Dear and darling Angel,

How good to hear your voice. How tongue-tied and stupid I become. How sad for you. Then when you put the phone down, the click is like a bullet. Dead silence. Numbness and then thoughts. Thoughts that beat like drums upon my brain. My heart, my brain. I hate and loathe both. How they hurt and torment me— pain my flesh and bones. When they have had their fill of that, they quarrel and fight each other. My brain beats my heart into a great numbness. Then my brain pounds my heart to death. All this I can do nothing about.

In Arabian Nights it says: "Do what thy manhood bids thee do. From none but self expect applause. He best lives and noblest dies, who makes and keeps his self-made laws."
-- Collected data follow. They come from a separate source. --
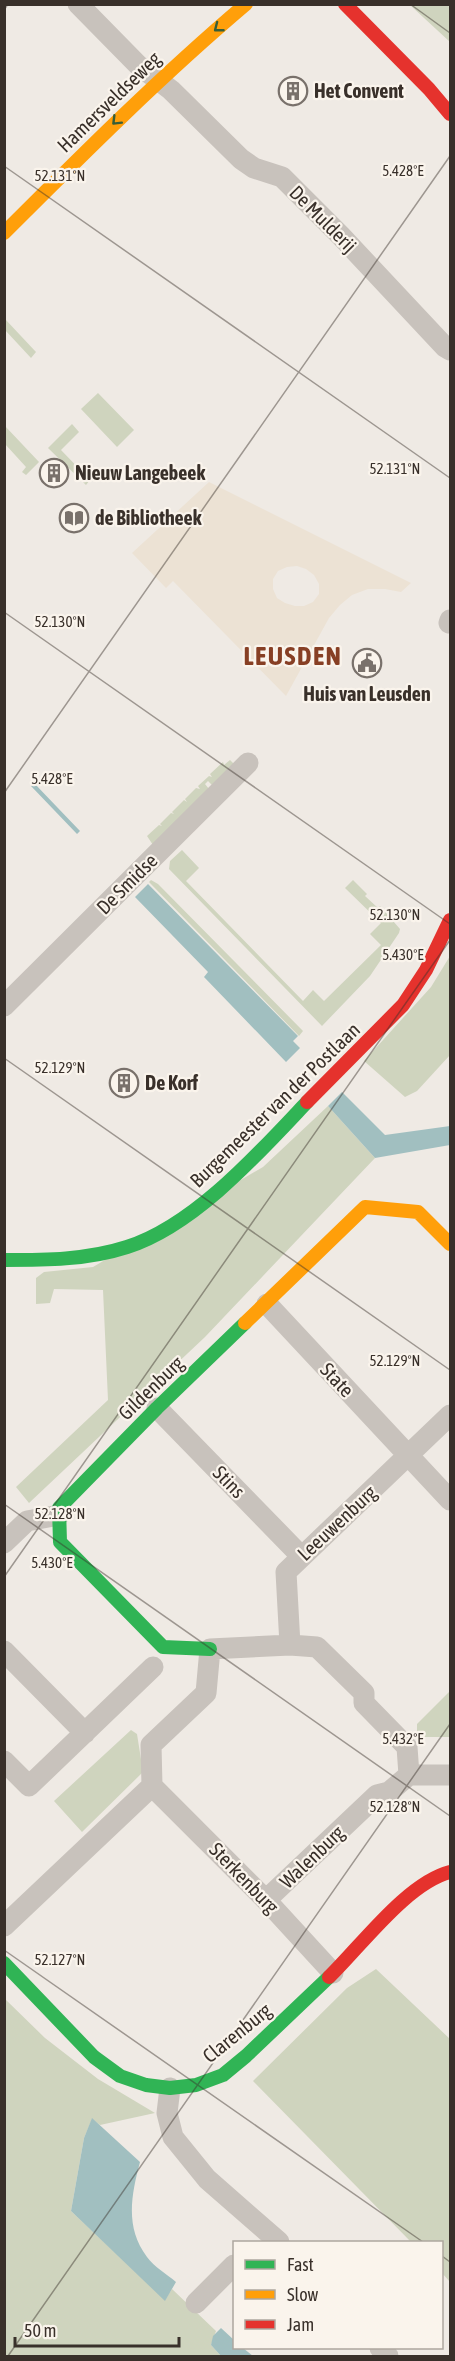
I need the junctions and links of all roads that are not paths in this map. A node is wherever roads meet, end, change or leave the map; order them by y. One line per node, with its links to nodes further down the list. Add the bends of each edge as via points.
1 (78, 4): 4 (street, De Mulderij)
2 (246, 4): 4 (street, Hamersveldseweg, one-way to 4)
3 (345, 4): 5 (street)
4 (158, 80): 6 (street, Hamersveldseweg, one-way to 6); 7 (street, De Mulderij, via 241,159 254,168 282,177)
5 (450, 114)
6 (4, 232)
7 (450, 350)
8 (249, 763): 10 (street, De Smidse)
9 (450, 920): 12 (street, Burgemeester van der Postlaan, via 422,978 394,1014 257,1154 198,1207 142,1242 45,1260)
10 (4, 1006)
11 (450, 1244): 13 (street, Gildenburg, via 418,1212 365,1208)
12 (4, 1260)
13 (267, 1304): 14 (street, Gildenburg); 16 (street, State)
14 (157, 1408): 18 (street, Gildenburg, via 59,1508); 20 (street, Stins)
15 (450, 1415): 16 (street, Leeuwenburg)
16 (409, 1455): 17 (street, State); 20 (street, Leeuwenburg)
17 (450, 1500)
18 (59, 1515): 19 (street, via 27,1521); 22 (street, via 60,1542 163,1647)
19 (4, 1543)
20 (301, 1556): 21 (street, Leeuwenburg, via 286,1572)
21 (290, 1645): 22 (street); 27 (street, via 316,1647 363,1693 364,1703 407,1747)
22 (210, 1649): 29 (street, via 206,1693 151,1745)
23 (4, 1651): 25 (street)
24 (153, 1667): 25 (street)
25 (85, 1733): 26 (street, via 28,1786)
26 (4, 1761)
27 (409, 1775): 28 (street); 31 (street, Walenburg, via 389,1792 377,1795)
28 (450, 1775)
29 (152, 1786): 31 (street, Sterkenburg); 32 (street)
30 (450, 1872): 34 (street, Clarenburg, via 412,1892)
31 (266, 1900): 34 (street, Sterkenburg)
32 (4, 1926)
33 (4, 1963): 35 (street, Clarenburg, via 94,2057 120,2076)
34 (333, 1973): 35 (street, Clarenburg, via 223,2075 196,2085)
35 (170, 2088): 36 (street, via 167,2113 173,2137 207,2179)
36 (268, 2239)
37 (233, 2266): 38 (street)
38 (196, 2303)

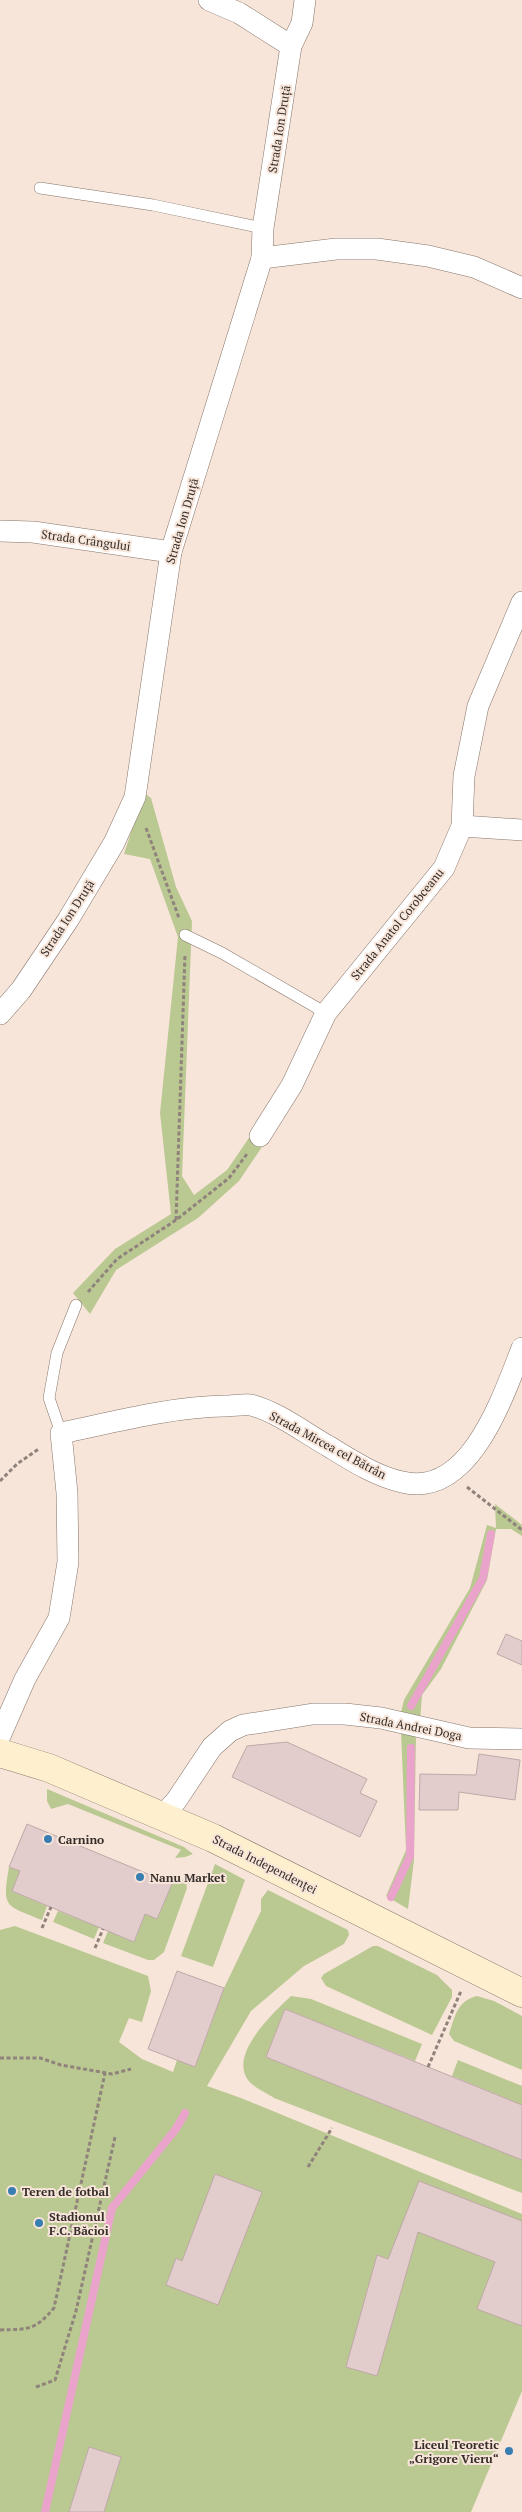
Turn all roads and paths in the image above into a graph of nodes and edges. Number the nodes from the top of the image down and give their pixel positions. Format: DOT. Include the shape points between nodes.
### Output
graph roads {
  1 [pos="209,0"];
  2 [pos="305,0"];
  3 [pos="292,46"];
  4 [pos="40,188"];
  5 [pos="263,228"];
  6 [pos="262,258"];
  7 [pos="522,288"];
  8 [pos="0,531"];
  9 [pos="172,552"];
  10 [pos="522,602"];
  11 [pos="135,797"];
  12 [pos="462,826"];
  13 [pos="522,830"];
  14 [pos="185,935"];
  15 [pos="326,1013"];
  16 [pos="0,1014"];
  17 [pos="260,1136"];
  18 [pos="176,1220"];
  19 [pos="76,1305"];
  20 [pos="522,1348"];
  21 [pos="61,1434"];
  22 [pos="450,1475"];
  23 [pos="0,1480"];
  24 [pos="522,1530"];
  25 [pos="0,1736"];
  26 [pos="522,1739"];
  27 [pos="0,1753"];
  28 [pos="163,1815"];
  29 [pos="50,1907"];
  30 [pos="42,1928"];
  31 [pos="103,1929"];
  32 [pos="95,1948"];
  33 [pos="472,1968"];
  34 [pos="522,1993"];
  35 [pos="0,2058"];
  36 [pos="428,2067"];
  37 [pos="131,2069"];
  38 [pos="105,2073"];
  39 [pos="332,2128"];
  40 [pos="115,2137"];
  41 [pos="308,2167"];
  42 [pos="0,2330"];
  43 [pos="36,2387"];
  1 -- 3 [label="street" via="238,13"];
  2 -- 3 [label="street, Strada Ion Druță" via="302,23"];
  3 -- 5 [label="street, Strada Ion Druță"];
  4 -- 5 [label="lane" via="153,205"];
  5 -- 6 [label="street, Strada Ion Druță"];
  6 -- 7 [label="street" via="336,248 377,249 474,267"];
  6 -- 9 [label="street, Strada Ion Druță"];
  8 -- 9 [label="street, Strada Crângului" via="33,532"];
  9 -- 11 [label="street, Strada Ion Druță"];
  10 -- 12 [label="street, Strada Anatol Corobceanu" via="478,706 464,776"];
  11 -- 14 [label="path"];
  11 -- 16 [label="street, Strada Ion Druță" via="114,843 68,920 21,990"];
  12 -- 13 [label="street"];
  12 -- 15 [label="street, Strada Anatol Corobceanu" via="444,868"];
  14 -- 15 [label="lane"];
  14 -- 18 [label="path"];
  15 -- 17 [label="street, Strada Anatol Corobceanu" via="292,1085"];
  17 -- 18 [label="path" via="229,1178"];
  18 -- 19 [label="path" via="117,1259"];
  19 -- 21 [label="lane" via="57,1353 49,1398"];
  20 -- 22 [label="street, Strada Mircea cel Bătrân" via="496,1412 470,1454"];
  21 -- 22 [label="street, Strada Mircea cel Bătrân" via="201,1406 251,1405 285,1420 376,1473 404,1483 434,1482"];
  21 -- 23 [label="path" via="17,1464"];
  21 -- 25 [label="street" via="67,1493 68,1562 59,1618 25,1679"];
  22 -- 24 [label="path"];
  26 -- 28 [label="street, Strada Andrei Doga" via="469,1738 381,1718 345,1714 313,1714 243,1724 212,1747"];
  27 -- 28 [label="main road, Strada Independenței" via="49,1768"];
  28 -- 33 [label="main road, Strada Independenței"];
  29 -- 30 [label="path"];
  31 -- 32 [label="path"];
  33 -- 34 [label="main road, Strada Independenței"];
  33 -- 36 [label="path"];
  35 -- 38 [label="path" via="40,2058"];
  37 -- 38 [label="path"];
  38 -- 42 [label="path" via="54,2308 29,2329"];
  39 -- 41 [label="path"];
  40 -- 43 [label="path" via="76,2311 55,2380"];
}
Time stopped when I got aboard that train. It became dark and in the darkness I was lost. Why I did not think to do some drinking I don't know. I went to bed for fourteen hours and I slept fourteen minutes, forgot to order breakfast on the Century, and had no food or coffee until 1 p.m. That much I remember. Someone met me at the train. I'm very much afraid she found me crying. A hundred years old and crying over a girl.  I said, "There's no fool like an old fool."

 

Sources: Victor Fleming: An American Movie Master (2008) by Michael Sragow and Ingrid Bergman: My Story (1980) by Ingrid Bergman and Alan Burgess. 

 

Released in November 1948, Joan of Arc received mixed reviews while failing at the box-office. The film was Victor Fleming's final achievement. On 6 January 1949, while at home sitting in a chair, Fleming suddenly collapsed and died of a heart attack en route to the hospital. Bergman said that Fleming had worn himself out making Joan of Arc, anxious to make the film a success knowing how much Joan of Arc meant to her. The actress was deeply saddened by Fleming's passing and, according to Alan Burgess, felt a certain responsiblity, wondering whether the pressures of the film had contributed to his untimely death. Fleming, best known for directing the 1939 classics Gone with the Wind and The Wizard of Oz, was 59 years old. 

10 November 1948, Ingrid Bergman is escorted by Victor Fleming to a benefit performance of Joan of Arc, given for the United Hospital Fund.

2 comments:

  1. Wow, I learned so much from this juicy post. I never knew about the affair between Ingrid and Victor, or about his early death, or that he died so soon after Joan of Arc. And those letters! Steamy! Really enjoyed this.